А в Европе картина прошла с настоящим успехом. Есть разряд картин, которые постоянно идут в Париже, хотя бы на одном экране. Всегда можно посмотреть какую-то из картин Ренуара, Феллини, «Гражданина Кейна» Уэллса. «Возлюбленные Марии» на время попали в эту престижную компанию. Посмотришь газету – они всегда в кинопрограмме. А еще до того картина пять месяцев шла на Елисейских полях, собрала хорошую кассу, была представлена к «Сезару», хотя и не получила его – получил «Амадеус» Милоша Формана. И для Настасьи Кински роль Марии оказалась знаменательной.

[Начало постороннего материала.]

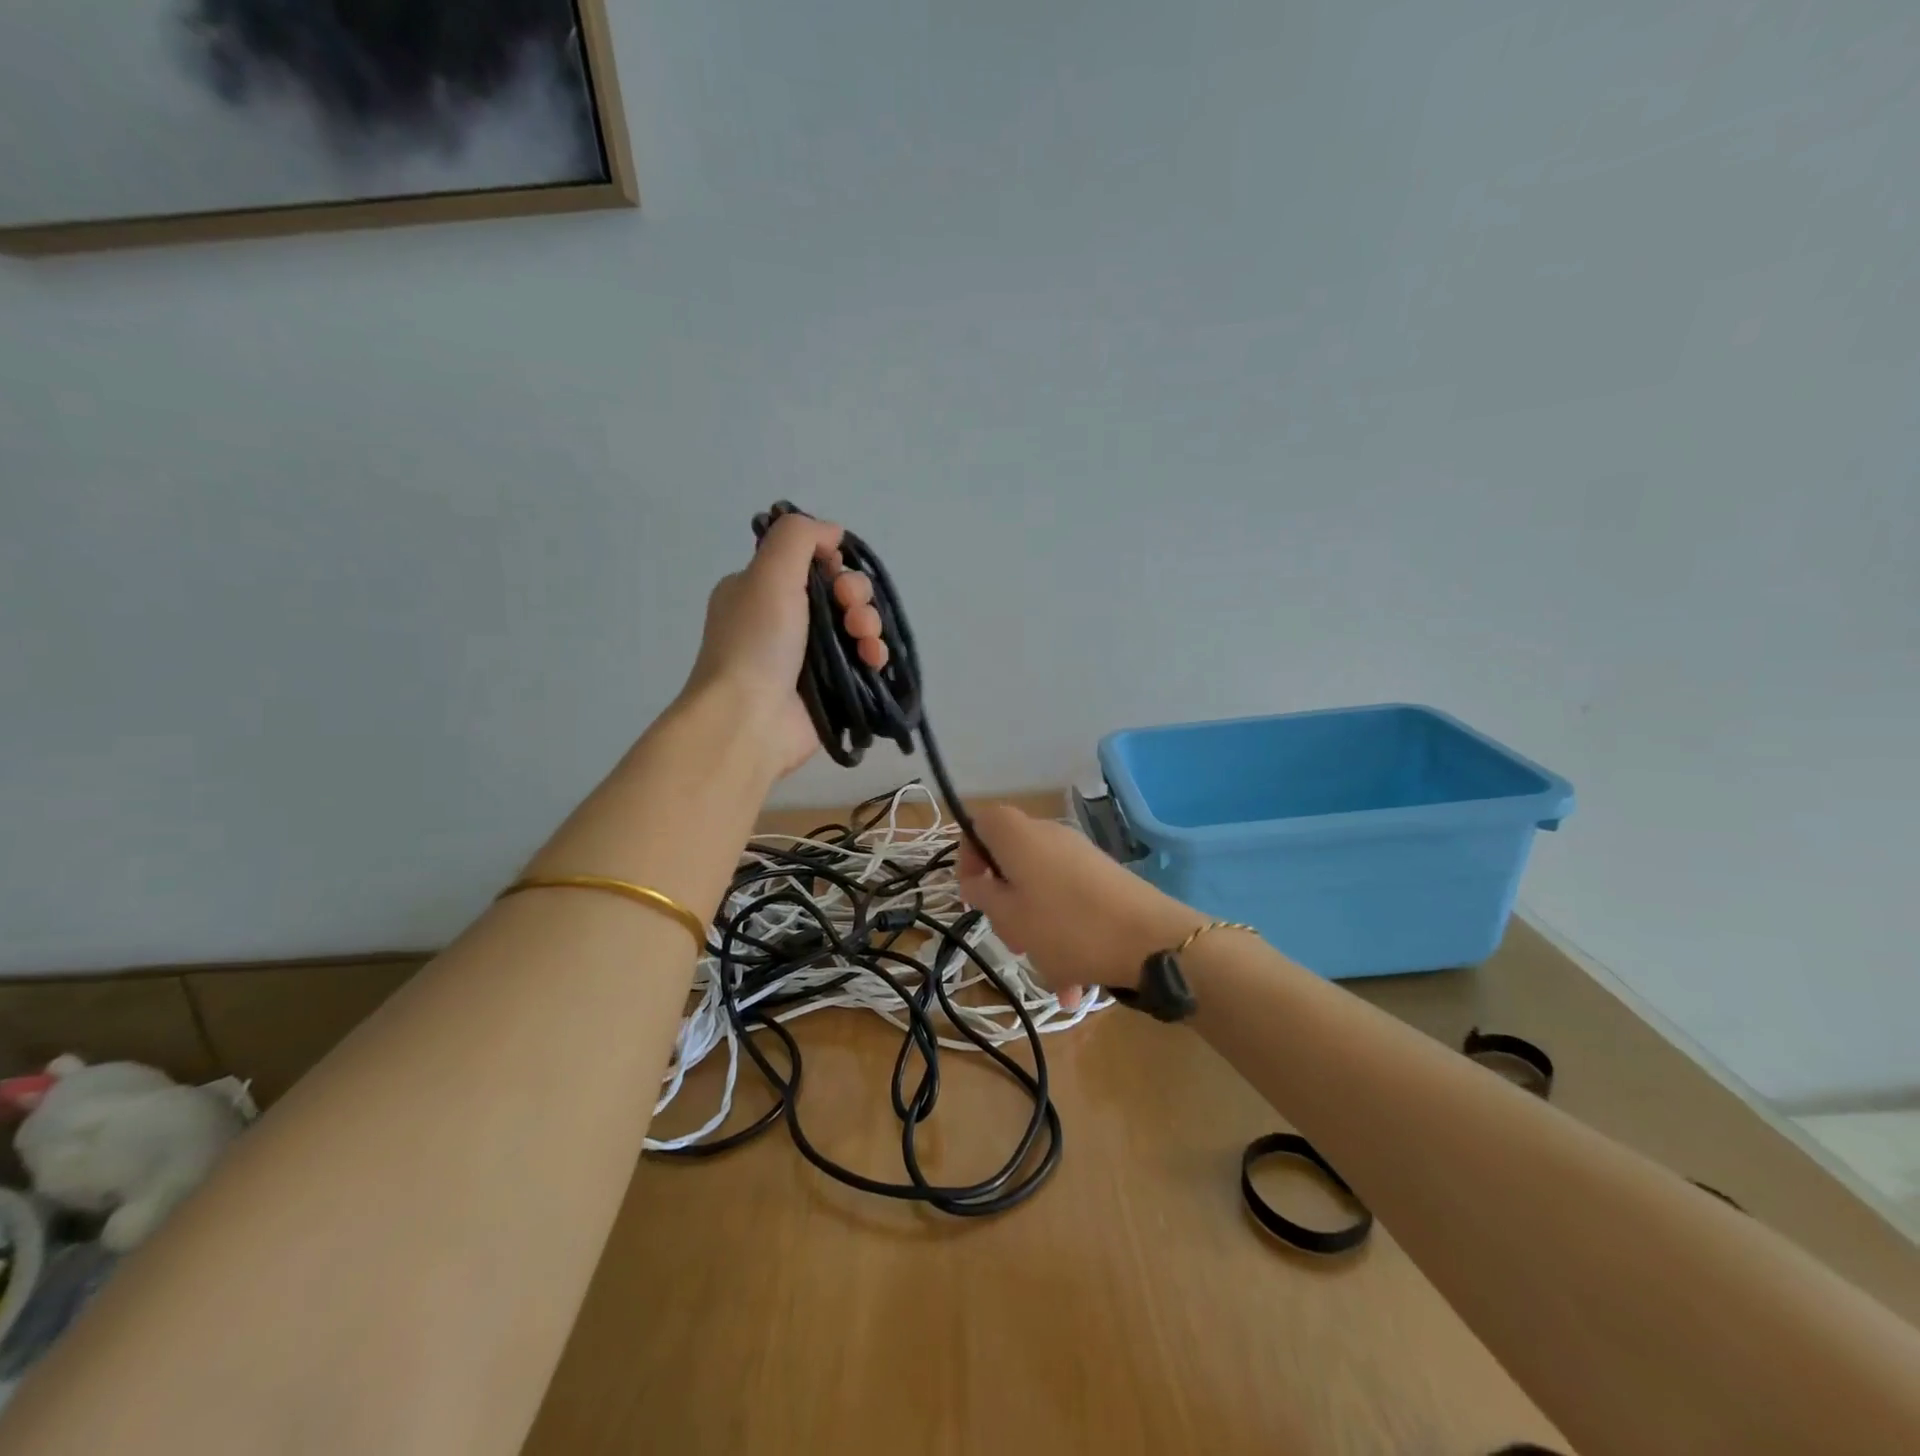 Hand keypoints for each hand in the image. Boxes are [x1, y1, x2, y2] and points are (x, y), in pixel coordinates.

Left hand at [683, 512, 887, 778]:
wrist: (750, 719)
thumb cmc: (757, 642)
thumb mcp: (768, 572)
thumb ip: (799, 537)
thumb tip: (832, 531)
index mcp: (760, 589)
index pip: (808, 561)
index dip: (832, 562)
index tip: (834, 572)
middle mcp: (783, 619)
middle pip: (838, 592)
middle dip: (855, 594)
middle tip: (850, 608)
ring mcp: (807, 655)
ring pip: (855, 625)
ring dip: (869, 624)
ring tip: (865, 639)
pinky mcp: (830, 686)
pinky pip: (862, 659)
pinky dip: (873, 654)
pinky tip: (873, 659)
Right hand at [956, 805, 1204, 1008]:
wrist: (1153, 940)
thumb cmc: (1068, 928)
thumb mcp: (1011, 918)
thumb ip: (984, 895)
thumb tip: (975, 880)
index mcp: (1021, 836)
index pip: (980, 821)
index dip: (968, 854)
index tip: (973, 893)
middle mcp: (1050, 836)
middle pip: (1011, 860)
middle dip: (1004, 902)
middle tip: (1010, 938)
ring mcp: (1081, 856)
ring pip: (1040, 889)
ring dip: (1035, 929)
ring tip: (1048, 971)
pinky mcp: (1104, 878)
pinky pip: (1069, 903)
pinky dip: (1064, 936)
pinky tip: (1073, 982) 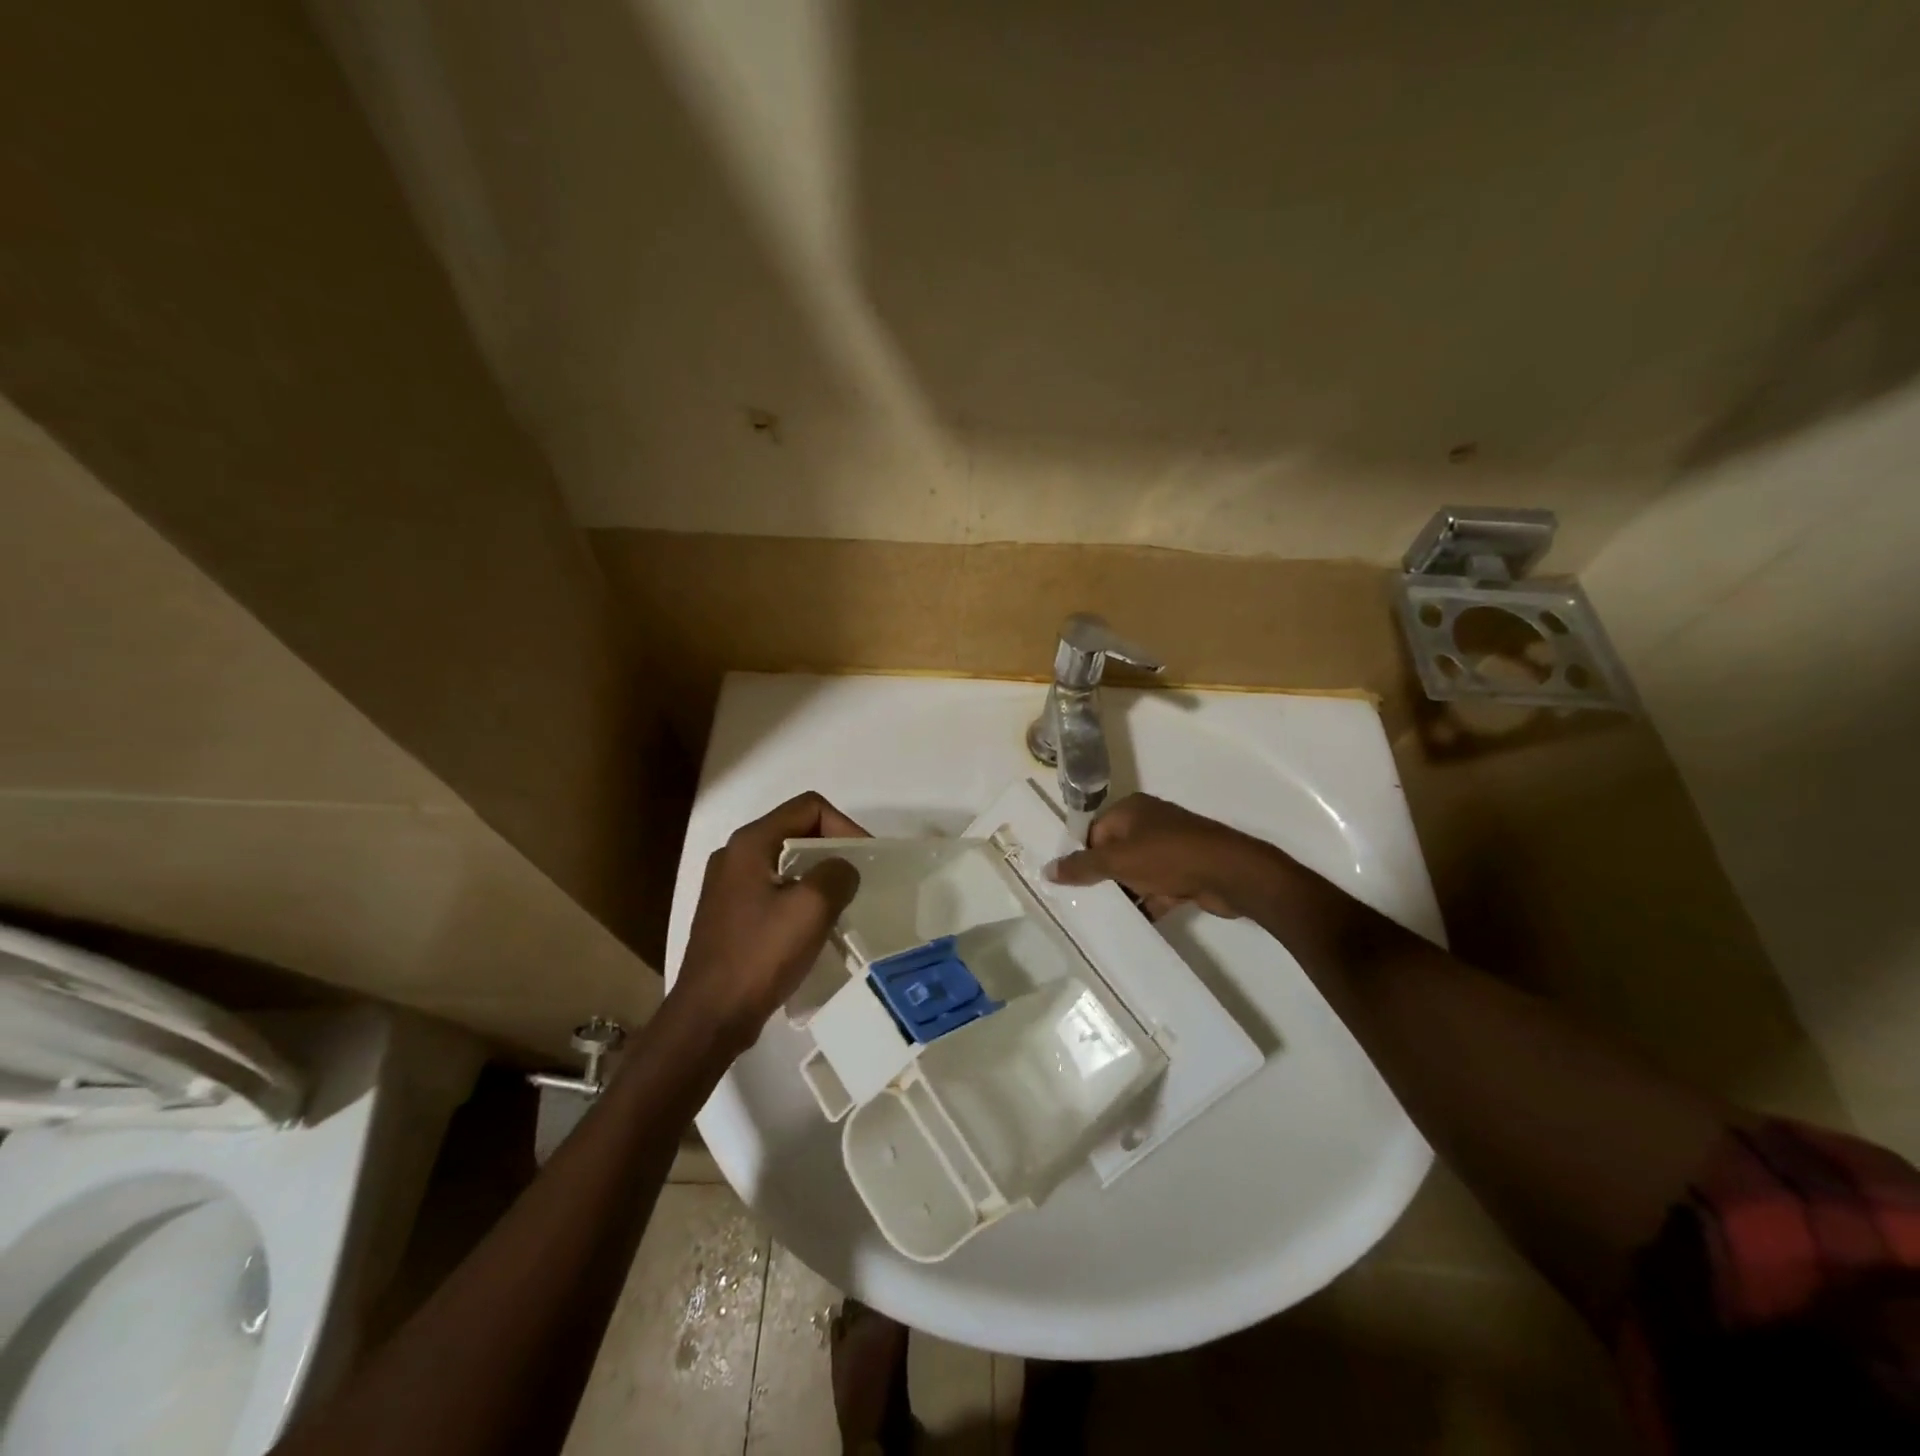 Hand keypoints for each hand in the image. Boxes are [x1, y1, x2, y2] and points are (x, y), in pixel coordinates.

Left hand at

Мне нравится эта картина. Я старался построить ее по законам музыкальной формы. В ней есть рифмы-образы. Каждый такой рифмующийся образ больше чем символ. Образы повторяются, создавая подобие рондо.
Руки. Крупные планы рук. Руки на кровати. На перекладине кровати. Руки нервные. Руки потные. Руки страстные. Руки в ужасе. Руки в кошмаре – когда ему снится крыса. Руки, вцепившиеся в перекладину кровати – когда у Марии оргазм в финале. Такими же повторами идет спинка стула, спина на кровати, крыса.
По набору образов «Возлюбленные Марии» – картина для меня минималистская. Я старался, чтобы ее образы были очень сдержаны, даже статичны. С точки зрения фабульной, зачем пять раз показывать один и тот же стул, зачем снова и снова показывать руки. Но этим, мне кажется, достигается музыкальное переплетение сюжетных линий, создаются рифмы. Я хотел сделать внешне очень простую, но внутренне достаточно сложную картину. Самое трудное, я думаю, говорить просто о сложном, понятно о непонятном. Пастернак имел полное право писать стихи, полные темного смысла. В его время это было естественно, нормально – во времена Пушкина такое было бы недопустимо, поэт должен был быть ясен. Но Пастернак, сам начинавший со стихов, очень неясных по смыслу, пришел в конце пути к великой простоте.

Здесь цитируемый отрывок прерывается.